## Data under study

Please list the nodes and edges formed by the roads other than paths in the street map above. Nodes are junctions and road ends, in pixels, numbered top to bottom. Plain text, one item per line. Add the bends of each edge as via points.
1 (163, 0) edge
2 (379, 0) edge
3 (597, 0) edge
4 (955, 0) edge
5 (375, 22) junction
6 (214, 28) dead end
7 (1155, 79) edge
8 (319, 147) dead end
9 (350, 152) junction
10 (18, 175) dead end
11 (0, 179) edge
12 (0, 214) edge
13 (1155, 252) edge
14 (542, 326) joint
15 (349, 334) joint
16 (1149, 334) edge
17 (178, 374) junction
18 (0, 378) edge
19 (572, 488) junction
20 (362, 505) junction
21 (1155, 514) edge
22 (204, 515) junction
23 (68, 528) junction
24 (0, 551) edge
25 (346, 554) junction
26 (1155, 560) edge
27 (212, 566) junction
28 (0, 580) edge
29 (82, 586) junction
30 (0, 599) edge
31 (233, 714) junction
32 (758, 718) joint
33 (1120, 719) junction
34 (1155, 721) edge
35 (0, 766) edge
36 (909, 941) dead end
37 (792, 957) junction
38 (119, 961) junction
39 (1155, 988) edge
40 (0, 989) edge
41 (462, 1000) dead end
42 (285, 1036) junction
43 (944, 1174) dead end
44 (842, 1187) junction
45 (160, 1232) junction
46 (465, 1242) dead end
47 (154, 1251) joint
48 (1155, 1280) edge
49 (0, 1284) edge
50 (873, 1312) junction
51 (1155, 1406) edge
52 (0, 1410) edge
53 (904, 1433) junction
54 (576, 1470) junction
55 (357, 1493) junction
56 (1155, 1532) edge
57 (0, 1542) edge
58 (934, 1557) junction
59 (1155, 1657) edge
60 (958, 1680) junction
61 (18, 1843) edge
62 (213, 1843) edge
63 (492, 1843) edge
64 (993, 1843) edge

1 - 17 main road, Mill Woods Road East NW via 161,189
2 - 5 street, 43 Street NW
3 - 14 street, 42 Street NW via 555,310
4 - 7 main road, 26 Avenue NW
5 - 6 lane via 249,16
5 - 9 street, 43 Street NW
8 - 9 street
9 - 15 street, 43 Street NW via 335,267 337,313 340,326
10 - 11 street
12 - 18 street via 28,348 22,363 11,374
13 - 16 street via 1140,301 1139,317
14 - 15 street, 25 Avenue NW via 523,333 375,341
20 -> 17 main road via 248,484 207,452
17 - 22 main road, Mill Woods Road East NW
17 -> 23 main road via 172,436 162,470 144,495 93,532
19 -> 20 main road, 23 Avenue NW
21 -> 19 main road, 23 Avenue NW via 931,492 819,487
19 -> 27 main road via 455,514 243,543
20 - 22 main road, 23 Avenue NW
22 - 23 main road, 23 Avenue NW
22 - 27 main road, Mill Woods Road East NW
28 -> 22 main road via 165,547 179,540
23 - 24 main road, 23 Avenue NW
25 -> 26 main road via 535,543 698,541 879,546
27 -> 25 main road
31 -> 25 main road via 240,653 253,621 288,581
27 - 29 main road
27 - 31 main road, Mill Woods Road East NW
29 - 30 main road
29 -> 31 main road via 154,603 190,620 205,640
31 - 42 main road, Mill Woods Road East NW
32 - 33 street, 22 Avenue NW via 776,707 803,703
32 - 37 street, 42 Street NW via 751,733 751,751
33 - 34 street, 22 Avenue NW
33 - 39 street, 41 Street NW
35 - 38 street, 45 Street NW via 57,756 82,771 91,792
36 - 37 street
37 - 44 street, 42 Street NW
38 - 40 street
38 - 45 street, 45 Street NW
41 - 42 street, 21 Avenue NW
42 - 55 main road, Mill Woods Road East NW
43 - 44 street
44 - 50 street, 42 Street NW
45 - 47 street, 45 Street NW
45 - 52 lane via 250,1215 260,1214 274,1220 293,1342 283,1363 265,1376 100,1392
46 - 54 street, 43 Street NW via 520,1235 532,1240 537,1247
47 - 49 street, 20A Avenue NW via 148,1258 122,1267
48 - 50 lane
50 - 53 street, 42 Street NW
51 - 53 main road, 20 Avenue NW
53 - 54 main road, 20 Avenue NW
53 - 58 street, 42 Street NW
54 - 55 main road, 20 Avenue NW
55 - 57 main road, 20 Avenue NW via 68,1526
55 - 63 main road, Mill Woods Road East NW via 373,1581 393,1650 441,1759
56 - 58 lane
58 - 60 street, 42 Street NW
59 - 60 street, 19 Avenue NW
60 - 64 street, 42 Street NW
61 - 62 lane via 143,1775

## Your instructions
Repeat all the entries word for word.

## Expected answer
Please list the nodes and edges formed by the roads other than paths in the street map above. Nodes are junctions and road ends, in pixels, numbered top to bottom. Plain text, one item per line. Add the bends of each edge as via points.
1 (163, 0) edge
2 (379, 0) edge
3 (597, 0) edge
4 (955, 0) edge
5 (375, 22) junction
6 (214, 28) dead end
7 (1155, 79) edge
8 (319, 147) dead end
9 (350, 152) junction
10 (18, 175) dead end
11 (0, 179) edge
12 (0, 214) edge
13 (1155, 252) edge
14 (542, 326) joint
15 (349, 334) joint
16 (1149, 334) edge
17 (178, 374) junction
18 (0, 378) edge
19 (572, 488) junction
20 (362, 505) junction
21 (1155, 514) edge
22 (204, 515) junction
23 (68, 528) junction
24 (0, 551) edge
25 (346, 554) junction
26 (1155, 560) edge
27 (212, 566) junction
28 (0, 580) edge
29 (82, 586) junction
30 (0, 599) edge
31 (233, 714) junction
32 (758, 718) joint
33 (1120, 719) junction
34 (1155, 721) edge
35 (0, 766) edge
36 (909, 941) dead end
37 (792, 957) junction
38 (119, 961) junction
39 (1155, 988) edge
40 (0, 989) edge
41 (462, 1000) dead end
42 (285, 1036) junction
43 (944, 1174) dead end
44 (842, 1187) junction
45 (160, 1232) junction
46 (465, 1242) dead end
47 (154, 1251) joint
48 (1155, 1280) edge
49 (0, 1284) edge
50 (873, 1312) junction
51 (1155, 1406) edge
52 (0, 1410) edge
53 (904, 1433) junction
54 (576, 1470) junction
55 (357, 1493) junction
56 (1155, 1532) edge
57 (0, 1542) edge
58 (934, 1557) junction
59 (1155, 1657) edge
60 (958, 1680) junction
61 (18, 1843) edge
62 (213, 1843) edge
63 (492, 1843) edge
64 (993, 1843) edge

1 - 17 main road, Mill Woods Road East NW via 161,189
2 - 5 street, 43 Street NW
3 - 14 street, 42 Street NW via 555,310
4 - 7 main road, 26 Avenue NW
5 - 6 lane via 249,16
5 - 9 street, 43 Street NW
8 - 9 street
9 - 15 street, 43 Street NW via 335,267 337,313 340,326
10 - 11 street
12 - 18 street via 28,348 22,363 11,374
13 - 16 street via 1140,301 1139,317
14 - 15 street, 25 Avenue NW via 523,333 375,341
20 -> 17 main road via 248,484 207,452
17 - 22 main road, Mill Woods Road East NW
17 -> 23 main road via 172,436 162,470 144,495 93,532
19 -> 20 main road, 23 Avenue NW
21 -> 19 main road, 23 Avenue NW via 931,492 819,487
19 -> 27 main road via 455,514 243,543
20 - 22 main road, 23 Avenue NW
22 - 23 main road, 23 Avenue NW
22 - 27 main road, Mill Woods Road East NW
28 -> 22 main road via 165,547 179,540
23 - 24 main road, 23 Avenue NW
25 -> 26 main road via 535,543 698,541 879,546
27 -> 25 main road
31 -> 25 main road via 240,653 253,621 288,581
27 - 29 main road
27 - 31 main road, Mill Woods Road East NW
29 - 30 main road
29 -> 31 main road via 154,603 190,620 205,640
31 - 42 main road, Mill Woods Road East NW
32 - 33 street, 22 Avenue NW via 776,707 803,703
32 - 37 street, 42 Street NW via 751,733 751,751
33 - 34 street, 22 Avenue NW
33 - 39 street, 41 Street NW
35 - 38 street, 45 Street NW via 57,756 82,771 91,792
36 - 37 street
37 - 44 street, 42 Street NW
38 - 40 street
38 - 45 street, 45 Street NW
41 - 42 street, 21 Avenue NW
42 - 55 main road, Mill Woods Road East NW
43 - 44 street
44 - 50 street, 42 Street NW
45 - 47 street, 45 Street NW
45 - 52 lane via 250,1215 260,1214 274,1220 293,1342 283,1363 265,1376 100,1392
46 - 54 street, 43 Street NW via 520,1235 532,1240 537,1247
47 - 49 street, 20A Avenue NW via 148,1258 122,1267
48 - 50 lane
50 - 53 street, 42 Street NW
51 - 53 main road, 20 Avenue NW
53 - 54 main road, 20 Avenue NW
53 - 58 street, 42 Street NW
54 - 55 main road, 20 Avenue NW
55 - 57 main road, 20 Avenue NW via 68,1526
55 - 63 main road, Mill Woods Road East NW via 373,1581 393,1650 441,1759
56 - 58 lane
58 - 60 street, 42 Street NW
59 - 60 street, 19 Avenue NW
60 - 64 street, 42 Street NW
61 - 62 lane via 143,1775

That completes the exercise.